About this exercise
Restrict the output to the lines below starting at the one that contains "pinky mcp: (442, 246)" and ending at the one that contains "ring pip: (530, 306)", and restate them word for word, both ends included.

[Stored dataset items]
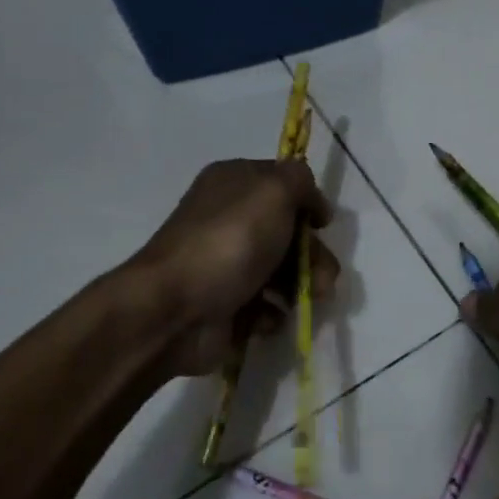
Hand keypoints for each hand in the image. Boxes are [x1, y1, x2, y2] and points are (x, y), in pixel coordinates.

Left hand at [130, 159, 339, 377]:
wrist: (175, 310)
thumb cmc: (229, 243)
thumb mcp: (273, 191)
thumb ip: (300, 180)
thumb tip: (310, 199)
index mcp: (234, 182)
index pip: (283, 182)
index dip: (308, 202)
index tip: (323, 225)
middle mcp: (229, 218)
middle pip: (288, 231)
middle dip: (314, 255)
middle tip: (323, 278)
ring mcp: (227, 263)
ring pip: (283, 271)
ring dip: (303, 287)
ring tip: (303, 303)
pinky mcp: (227, 303)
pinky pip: (265, 304)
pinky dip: (273, 312)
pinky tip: (267, 317)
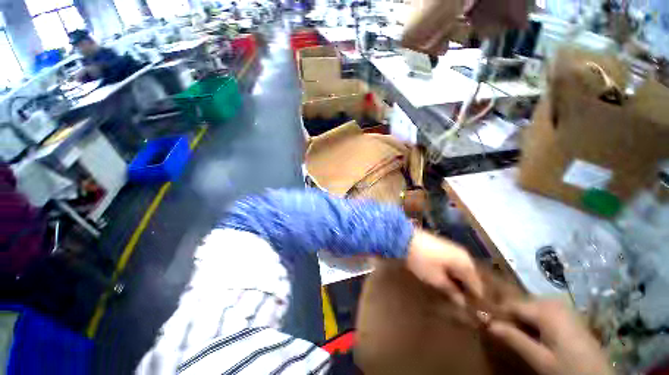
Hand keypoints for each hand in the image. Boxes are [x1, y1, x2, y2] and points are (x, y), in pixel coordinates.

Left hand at [406, 229, 482, 306]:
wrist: (405, 239)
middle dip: (465, 289)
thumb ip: (451, 290)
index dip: (474, 298)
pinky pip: (452, 263)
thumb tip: (462, 302)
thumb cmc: (423, 260)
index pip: (476, 285)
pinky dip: (451, 272)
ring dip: (457, 280)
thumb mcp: (436, 279)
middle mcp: (463, 255)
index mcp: (466, 263)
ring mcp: (452, 249)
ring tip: (452, 294)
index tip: (472, 311)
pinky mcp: (442, 246)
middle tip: (461, 303)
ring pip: (460, 269)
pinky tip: (445, 279)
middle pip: (469, 276)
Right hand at [487, 299, 613, 374]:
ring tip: (518, 334)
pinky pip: (542, 311)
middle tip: (504, 332)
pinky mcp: (568, 315)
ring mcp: (562, 307)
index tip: (486, 322)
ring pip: (530, 306)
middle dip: (510, 316)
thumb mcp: (541, 360)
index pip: (511, 304)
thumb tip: (487, 322)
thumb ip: (514, 339)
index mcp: (545, 310)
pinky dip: (533, 320)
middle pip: (521, 303)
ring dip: (521, 318)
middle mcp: (552, 302)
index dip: (497, 313)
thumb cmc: (569, 369)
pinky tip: (535, 334)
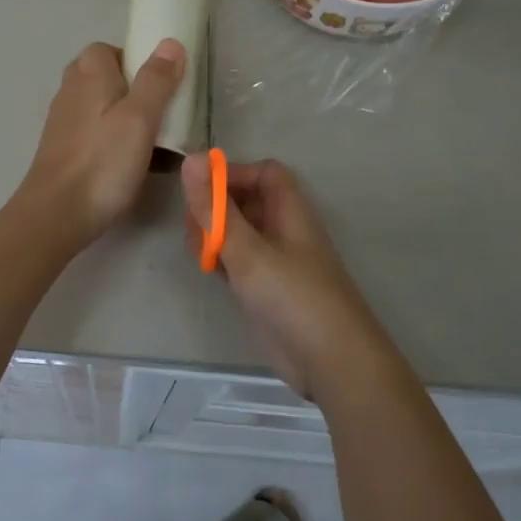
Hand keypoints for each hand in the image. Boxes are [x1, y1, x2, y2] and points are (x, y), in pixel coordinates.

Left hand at [15, 39, 184, 248]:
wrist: (57, 214)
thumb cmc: (103, 163)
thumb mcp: (140, 118)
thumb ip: (156, 79)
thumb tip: (170, 43)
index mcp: (89, 74)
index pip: (111, 49)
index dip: (138, 61)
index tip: (162, 86)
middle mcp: (71, 90)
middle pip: (107, 79)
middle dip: (135, 92)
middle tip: (160, 115)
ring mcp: (64, 122)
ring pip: (101, 108)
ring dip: (126, 120)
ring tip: (152, 144)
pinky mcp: (63, 150)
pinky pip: (95, 135)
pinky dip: (113, 142)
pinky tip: (129, 166)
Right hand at [182, 153, 393, 404]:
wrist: (330, 361)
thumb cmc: (293, 296)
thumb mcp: (248, 250)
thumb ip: (216, 209)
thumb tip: (190, 159)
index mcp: (289, 212)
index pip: (263, 173)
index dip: (233, 174)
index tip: (200, 190)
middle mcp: (283, 231)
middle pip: (247, 201)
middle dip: (216, 206)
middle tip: (194, 226)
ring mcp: (274, 262)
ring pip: (239, 233)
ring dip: (214, 234)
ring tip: (198, 251)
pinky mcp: (265, 290)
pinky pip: (237, 261)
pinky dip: (220, 259)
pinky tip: (207, 270)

Reply to the task
pinky mcp: (442, 246)
middle tip: (461, 303)
ring pip: (460, 269)
pinky tip: (445, 279)
middle pip: (469, 276)
Right hand at [487, 299, 613, 374]:
ring tip: (518, 334)
pinky pip: (542, 311)
middle tip: (504, 332)
pinky mcp: (568, 315)
ring mcp: (562, 307)
index tip: (486, 322)
ring pip: (530, 306)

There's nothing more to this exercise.